Stott has been crafting quality productions under both his surname and his alias Andrea for the past half-dozen years. But it wasn’t until the arrival of those two EPs (though they felt album-length, or at least album-depth, in terms of ambition and scope) that he discovered his voice, so to speak. Murky, dense, menacing, feral, exotic, and humid, both captured a genre-dissolving iteration of infinitely layered bass decay, a roiling throb so monolithic it makes just about everything else that’s emerged from the dark-techno zone in recent years resemble mice scurrying about the legs of elephants.

There is, in fact, very little modern music extant that’s this heavy. (Wolf Eyes around 2001 and ’02, those Ancient Methods plates, Sleep’s Dopesmoker, and Shackleton’s wilder moments are the only real comparisons.) And because of the profoundly primordial vibe this heaviness evokes, Passed Me By and We Stay Together wound up busting through techno’s hermetic borders and enchanting all manner of underground creatures, including avant-metalheads, drone fiends, industrial lifers still rocking Demonia boots, and, yes, straight noise creeps.

Whatever dark forces coaxed Stott into such a relentless and concentrated headspace, they most certainly continue to vex him on Luxury Problems. But now they no longer overwhelm the music’s structure — it’s almost as if he spent 2011 allowing these forces to pummel his artistry in order to learn how to expertly harness them for later compositional purposes (shading, counterpoint, texture, etc.) and, ultimately, reintegration with more conventional manifestations of electronic dance music.

This means that this album — while lacking its predecessors’ raw, expressive immediacy — is significantly more refined and multi-faceted. Furthermore, it exudes a palpable sense of high drama, in particular those tracks featuring the otherworldly (but not at all Enya-like) voice of Alison Skidmore front and center. On “Numb,” “Hatch the Plan,” and “Lost and Found,” the most like-minded of the album’s eight cuts, she soars angel-like through de Chirico constructions of despairing shadows and gargantuan thuds (this architecture pops up on the vocal-less “Expecting,” as well). Grand and panoramic, it’s an innovative sound, for sure: technoid art-song falling somewhere between Basic Channel and Scott Walker’s harrowing The Drift. Yet the way Stott pits light against dark is also so classically Goth that you can’t help but think the guy spent his wonder years holed up dipping roses in black dye.

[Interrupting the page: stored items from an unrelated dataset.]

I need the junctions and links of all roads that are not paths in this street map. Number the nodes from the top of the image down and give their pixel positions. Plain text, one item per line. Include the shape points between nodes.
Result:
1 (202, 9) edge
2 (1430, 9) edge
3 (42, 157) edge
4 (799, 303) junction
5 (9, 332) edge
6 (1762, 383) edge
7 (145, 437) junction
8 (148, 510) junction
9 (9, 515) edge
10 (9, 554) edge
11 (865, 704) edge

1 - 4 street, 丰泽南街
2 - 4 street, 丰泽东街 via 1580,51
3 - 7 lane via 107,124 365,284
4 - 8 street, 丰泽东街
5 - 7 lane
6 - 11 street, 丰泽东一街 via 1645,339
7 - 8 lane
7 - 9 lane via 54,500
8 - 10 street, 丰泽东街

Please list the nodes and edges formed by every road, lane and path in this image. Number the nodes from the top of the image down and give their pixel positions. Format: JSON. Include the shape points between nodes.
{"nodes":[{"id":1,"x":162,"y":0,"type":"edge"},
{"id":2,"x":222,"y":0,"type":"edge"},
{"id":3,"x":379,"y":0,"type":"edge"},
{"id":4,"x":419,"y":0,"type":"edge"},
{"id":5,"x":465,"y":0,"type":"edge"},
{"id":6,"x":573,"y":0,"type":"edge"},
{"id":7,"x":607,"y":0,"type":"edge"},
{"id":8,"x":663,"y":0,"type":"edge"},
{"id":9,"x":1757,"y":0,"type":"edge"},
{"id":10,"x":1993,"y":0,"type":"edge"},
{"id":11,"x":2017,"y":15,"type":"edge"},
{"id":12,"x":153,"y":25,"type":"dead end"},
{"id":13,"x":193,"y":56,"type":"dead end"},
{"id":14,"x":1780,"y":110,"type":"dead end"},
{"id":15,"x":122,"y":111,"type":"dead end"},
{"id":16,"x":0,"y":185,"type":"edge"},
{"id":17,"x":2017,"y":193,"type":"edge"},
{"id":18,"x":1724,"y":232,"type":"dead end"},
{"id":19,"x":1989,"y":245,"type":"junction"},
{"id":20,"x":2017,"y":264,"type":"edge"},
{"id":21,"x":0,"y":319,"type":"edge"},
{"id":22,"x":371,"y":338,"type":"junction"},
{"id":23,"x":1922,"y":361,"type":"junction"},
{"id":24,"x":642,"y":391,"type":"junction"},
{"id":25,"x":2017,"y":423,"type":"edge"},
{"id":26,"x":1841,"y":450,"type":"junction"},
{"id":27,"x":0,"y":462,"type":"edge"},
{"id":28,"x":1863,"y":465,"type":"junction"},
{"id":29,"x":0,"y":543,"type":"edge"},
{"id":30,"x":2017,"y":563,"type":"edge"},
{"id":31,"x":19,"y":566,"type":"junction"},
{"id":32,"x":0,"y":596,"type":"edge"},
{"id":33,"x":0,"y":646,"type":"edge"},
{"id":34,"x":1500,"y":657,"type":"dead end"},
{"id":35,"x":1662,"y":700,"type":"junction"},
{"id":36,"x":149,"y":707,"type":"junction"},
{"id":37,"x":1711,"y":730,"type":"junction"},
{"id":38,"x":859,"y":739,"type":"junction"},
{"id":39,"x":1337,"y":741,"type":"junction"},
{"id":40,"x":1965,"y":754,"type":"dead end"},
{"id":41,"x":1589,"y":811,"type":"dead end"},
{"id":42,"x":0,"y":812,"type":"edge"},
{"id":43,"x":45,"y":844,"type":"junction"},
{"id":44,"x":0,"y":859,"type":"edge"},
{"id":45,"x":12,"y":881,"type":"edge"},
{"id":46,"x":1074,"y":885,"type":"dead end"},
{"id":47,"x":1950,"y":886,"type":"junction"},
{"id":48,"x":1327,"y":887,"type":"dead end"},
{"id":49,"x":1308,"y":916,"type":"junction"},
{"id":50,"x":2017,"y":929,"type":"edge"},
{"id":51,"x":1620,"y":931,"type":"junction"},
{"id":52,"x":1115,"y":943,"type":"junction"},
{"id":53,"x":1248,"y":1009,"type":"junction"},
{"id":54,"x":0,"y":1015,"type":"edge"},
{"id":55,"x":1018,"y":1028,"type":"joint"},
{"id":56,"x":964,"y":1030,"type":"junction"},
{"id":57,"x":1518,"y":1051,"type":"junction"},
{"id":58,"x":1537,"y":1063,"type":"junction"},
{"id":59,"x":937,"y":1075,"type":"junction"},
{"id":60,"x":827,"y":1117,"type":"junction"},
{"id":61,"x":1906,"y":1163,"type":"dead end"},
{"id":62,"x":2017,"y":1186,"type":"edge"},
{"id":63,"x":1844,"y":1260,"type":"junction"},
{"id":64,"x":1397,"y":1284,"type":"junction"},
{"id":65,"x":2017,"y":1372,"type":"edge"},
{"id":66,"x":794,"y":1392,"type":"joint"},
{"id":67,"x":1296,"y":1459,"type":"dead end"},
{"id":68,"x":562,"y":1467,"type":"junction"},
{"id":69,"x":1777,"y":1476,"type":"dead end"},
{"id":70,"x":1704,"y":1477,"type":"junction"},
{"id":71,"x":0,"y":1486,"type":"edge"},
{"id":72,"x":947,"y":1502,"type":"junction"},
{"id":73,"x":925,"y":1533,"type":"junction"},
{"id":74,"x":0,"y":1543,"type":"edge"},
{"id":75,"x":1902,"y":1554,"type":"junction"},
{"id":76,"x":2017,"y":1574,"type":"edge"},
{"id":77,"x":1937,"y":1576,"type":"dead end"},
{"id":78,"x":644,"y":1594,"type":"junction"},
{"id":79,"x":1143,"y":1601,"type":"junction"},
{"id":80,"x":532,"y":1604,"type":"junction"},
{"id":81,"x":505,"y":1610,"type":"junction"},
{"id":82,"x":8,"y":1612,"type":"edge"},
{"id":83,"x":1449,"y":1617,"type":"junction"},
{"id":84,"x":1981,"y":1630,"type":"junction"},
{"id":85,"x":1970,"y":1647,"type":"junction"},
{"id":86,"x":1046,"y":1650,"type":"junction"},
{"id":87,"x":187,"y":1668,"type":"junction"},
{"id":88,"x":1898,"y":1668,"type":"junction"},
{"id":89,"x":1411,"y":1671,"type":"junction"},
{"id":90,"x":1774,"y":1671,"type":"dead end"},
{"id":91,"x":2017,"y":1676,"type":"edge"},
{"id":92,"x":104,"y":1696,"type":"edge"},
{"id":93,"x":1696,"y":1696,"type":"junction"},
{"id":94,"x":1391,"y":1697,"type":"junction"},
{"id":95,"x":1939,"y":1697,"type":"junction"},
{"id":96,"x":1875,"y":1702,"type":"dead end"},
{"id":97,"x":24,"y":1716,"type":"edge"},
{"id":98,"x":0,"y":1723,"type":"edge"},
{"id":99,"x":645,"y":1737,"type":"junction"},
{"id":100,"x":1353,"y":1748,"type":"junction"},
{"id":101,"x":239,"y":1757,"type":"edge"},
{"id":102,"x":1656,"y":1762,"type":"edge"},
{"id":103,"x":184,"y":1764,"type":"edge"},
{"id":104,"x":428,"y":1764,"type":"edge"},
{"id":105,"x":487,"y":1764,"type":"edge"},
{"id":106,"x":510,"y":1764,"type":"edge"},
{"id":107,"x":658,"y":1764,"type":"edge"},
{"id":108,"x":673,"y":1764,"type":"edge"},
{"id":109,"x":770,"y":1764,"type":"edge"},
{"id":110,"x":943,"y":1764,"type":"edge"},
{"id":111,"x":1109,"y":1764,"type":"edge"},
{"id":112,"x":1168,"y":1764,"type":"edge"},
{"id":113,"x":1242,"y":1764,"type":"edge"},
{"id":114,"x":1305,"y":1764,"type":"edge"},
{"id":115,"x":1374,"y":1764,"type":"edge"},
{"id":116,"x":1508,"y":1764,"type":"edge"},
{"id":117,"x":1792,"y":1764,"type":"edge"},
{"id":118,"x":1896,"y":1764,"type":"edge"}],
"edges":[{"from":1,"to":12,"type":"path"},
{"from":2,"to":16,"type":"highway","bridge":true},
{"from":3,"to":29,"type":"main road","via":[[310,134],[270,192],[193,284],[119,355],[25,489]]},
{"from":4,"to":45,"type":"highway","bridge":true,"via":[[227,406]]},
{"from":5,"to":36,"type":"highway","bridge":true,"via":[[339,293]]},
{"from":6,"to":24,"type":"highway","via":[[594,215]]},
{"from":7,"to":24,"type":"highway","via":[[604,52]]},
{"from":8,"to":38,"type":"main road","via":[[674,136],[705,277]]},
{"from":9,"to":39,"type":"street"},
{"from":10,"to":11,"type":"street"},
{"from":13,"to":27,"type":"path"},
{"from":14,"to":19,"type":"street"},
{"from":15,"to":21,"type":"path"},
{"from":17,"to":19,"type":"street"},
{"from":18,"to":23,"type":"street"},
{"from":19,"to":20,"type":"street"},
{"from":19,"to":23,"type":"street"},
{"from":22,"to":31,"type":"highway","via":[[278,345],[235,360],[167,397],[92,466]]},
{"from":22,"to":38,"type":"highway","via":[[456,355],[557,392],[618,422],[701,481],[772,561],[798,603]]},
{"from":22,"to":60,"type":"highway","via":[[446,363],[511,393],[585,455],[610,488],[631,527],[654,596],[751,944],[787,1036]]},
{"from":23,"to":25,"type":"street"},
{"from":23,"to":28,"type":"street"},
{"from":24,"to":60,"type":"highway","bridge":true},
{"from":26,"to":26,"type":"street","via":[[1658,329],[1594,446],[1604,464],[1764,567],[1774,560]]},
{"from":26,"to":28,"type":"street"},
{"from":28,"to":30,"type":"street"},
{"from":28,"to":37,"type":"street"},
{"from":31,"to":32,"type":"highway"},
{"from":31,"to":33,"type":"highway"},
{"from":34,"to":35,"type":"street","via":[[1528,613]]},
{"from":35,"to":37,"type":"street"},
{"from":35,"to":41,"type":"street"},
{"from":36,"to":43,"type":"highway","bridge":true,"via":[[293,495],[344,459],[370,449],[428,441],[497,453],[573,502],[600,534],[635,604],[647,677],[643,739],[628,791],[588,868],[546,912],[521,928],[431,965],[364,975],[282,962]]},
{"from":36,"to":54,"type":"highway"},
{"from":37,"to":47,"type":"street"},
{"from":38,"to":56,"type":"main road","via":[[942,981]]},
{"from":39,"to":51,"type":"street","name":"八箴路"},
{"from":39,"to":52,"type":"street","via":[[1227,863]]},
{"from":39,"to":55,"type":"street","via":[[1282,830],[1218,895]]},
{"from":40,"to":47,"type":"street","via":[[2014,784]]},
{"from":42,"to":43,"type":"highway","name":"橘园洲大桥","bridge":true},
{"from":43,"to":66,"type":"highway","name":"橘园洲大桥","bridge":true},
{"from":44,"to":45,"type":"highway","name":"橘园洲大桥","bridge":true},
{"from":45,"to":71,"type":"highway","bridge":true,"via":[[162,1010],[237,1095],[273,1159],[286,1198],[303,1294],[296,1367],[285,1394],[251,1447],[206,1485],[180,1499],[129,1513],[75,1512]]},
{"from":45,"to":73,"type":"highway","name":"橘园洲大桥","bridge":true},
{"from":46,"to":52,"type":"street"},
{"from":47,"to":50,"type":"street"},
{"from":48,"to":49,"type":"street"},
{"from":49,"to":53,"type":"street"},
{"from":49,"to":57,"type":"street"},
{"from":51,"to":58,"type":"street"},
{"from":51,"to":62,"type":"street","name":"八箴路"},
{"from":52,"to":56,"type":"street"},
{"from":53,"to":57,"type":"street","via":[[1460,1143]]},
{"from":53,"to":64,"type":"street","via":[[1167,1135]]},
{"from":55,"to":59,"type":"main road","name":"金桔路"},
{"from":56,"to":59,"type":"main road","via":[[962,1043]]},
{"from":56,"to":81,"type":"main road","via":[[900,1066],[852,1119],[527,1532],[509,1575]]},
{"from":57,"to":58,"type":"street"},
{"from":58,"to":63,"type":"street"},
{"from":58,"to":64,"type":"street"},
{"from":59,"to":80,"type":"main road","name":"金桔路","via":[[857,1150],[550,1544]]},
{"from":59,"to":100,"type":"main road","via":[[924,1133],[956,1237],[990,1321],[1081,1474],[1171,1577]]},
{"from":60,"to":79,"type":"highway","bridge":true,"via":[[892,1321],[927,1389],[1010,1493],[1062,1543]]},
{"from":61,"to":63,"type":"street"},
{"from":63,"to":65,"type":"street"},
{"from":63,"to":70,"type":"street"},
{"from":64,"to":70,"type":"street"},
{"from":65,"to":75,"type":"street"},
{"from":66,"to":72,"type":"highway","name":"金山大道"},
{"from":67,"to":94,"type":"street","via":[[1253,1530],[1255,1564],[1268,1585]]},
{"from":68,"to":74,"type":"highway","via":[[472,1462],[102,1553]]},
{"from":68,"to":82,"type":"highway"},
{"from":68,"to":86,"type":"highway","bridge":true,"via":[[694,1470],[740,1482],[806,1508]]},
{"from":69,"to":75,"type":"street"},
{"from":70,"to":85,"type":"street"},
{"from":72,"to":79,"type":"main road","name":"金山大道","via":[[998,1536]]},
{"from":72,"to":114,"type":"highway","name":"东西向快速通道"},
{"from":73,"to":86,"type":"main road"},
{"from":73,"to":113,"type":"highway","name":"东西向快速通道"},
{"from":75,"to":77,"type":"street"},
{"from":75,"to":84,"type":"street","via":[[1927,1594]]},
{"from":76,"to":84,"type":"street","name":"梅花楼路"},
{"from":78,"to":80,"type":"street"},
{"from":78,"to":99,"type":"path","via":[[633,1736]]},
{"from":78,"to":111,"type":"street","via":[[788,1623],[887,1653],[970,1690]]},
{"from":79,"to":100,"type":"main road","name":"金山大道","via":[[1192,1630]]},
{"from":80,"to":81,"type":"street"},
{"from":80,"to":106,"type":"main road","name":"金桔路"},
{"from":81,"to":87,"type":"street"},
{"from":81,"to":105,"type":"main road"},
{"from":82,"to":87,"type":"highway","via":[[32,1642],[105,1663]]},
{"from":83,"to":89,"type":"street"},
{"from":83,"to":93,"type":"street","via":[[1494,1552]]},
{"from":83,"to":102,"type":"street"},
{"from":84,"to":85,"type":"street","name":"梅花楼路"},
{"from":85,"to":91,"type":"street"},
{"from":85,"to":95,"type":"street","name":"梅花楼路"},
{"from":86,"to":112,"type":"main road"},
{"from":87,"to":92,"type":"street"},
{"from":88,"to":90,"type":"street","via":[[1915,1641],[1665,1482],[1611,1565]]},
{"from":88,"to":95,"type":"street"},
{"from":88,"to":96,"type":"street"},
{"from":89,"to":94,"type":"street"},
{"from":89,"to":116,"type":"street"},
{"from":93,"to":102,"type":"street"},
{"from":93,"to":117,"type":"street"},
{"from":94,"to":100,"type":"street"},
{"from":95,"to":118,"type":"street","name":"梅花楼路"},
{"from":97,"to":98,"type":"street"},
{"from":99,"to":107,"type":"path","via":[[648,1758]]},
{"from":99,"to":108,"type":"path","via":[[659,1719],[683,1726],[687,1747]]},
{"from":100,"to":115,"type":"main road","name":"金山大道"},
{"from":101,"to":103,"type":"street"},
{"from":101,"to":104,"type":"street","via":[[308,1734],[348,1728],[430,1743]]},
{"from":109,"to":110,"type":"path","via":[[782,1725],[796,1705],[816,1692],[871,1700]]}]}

He also enlists Skidmore (his childhood piano teacher, by the way) on the title track, which, in all honesty, would be a somewhat straightforward slice of downtempo had it come from any other producer. But with Stott at the helm, importing as he does that hulking sense of scale so pivotal to his earlier successes, “Luxury Problems” morphs into five sumptuous minutes of full-sensory immersion. Though just as dreamy as before, Skidmore ditches the angel routine, instead allowing a mantra of hushed coos and gasps to suggestively pass through her lips. Stott’s shuffle only further intensifies this pungent erotica, languidly shifting from coarse to silky just underneath her.

“Sleepless” is equally immense, as a matter of fact. Swathed in brutish atmospherics, its drone-giving-way-to-propulsion narrative feels utterly impenetrable. But once your ears acclimate themselves to its thick, snarling drive, a rich matrix of techno-primitive syncopation, tribal flavor, and rusted dub-clatter reveals itself. The track also possesses a subtly vintage post-punk vibe: A DJ could slip it into a set alongside vintage Test Dept. and Pump tracks, and the nostalgia purists in the crowd probably wouldn’t even whine about it.

That a new Stott track even can be talked about as part of a mix is a sure sign that his aesthetic has returned to the fold — but only a wee bit. Because as the overwhelming bulk of Luxury Problems demonstrates, the producer might’ve learned how to marshal all the dark, weird stuff boiling inside him, but he’s not about to relinquish it any time soon.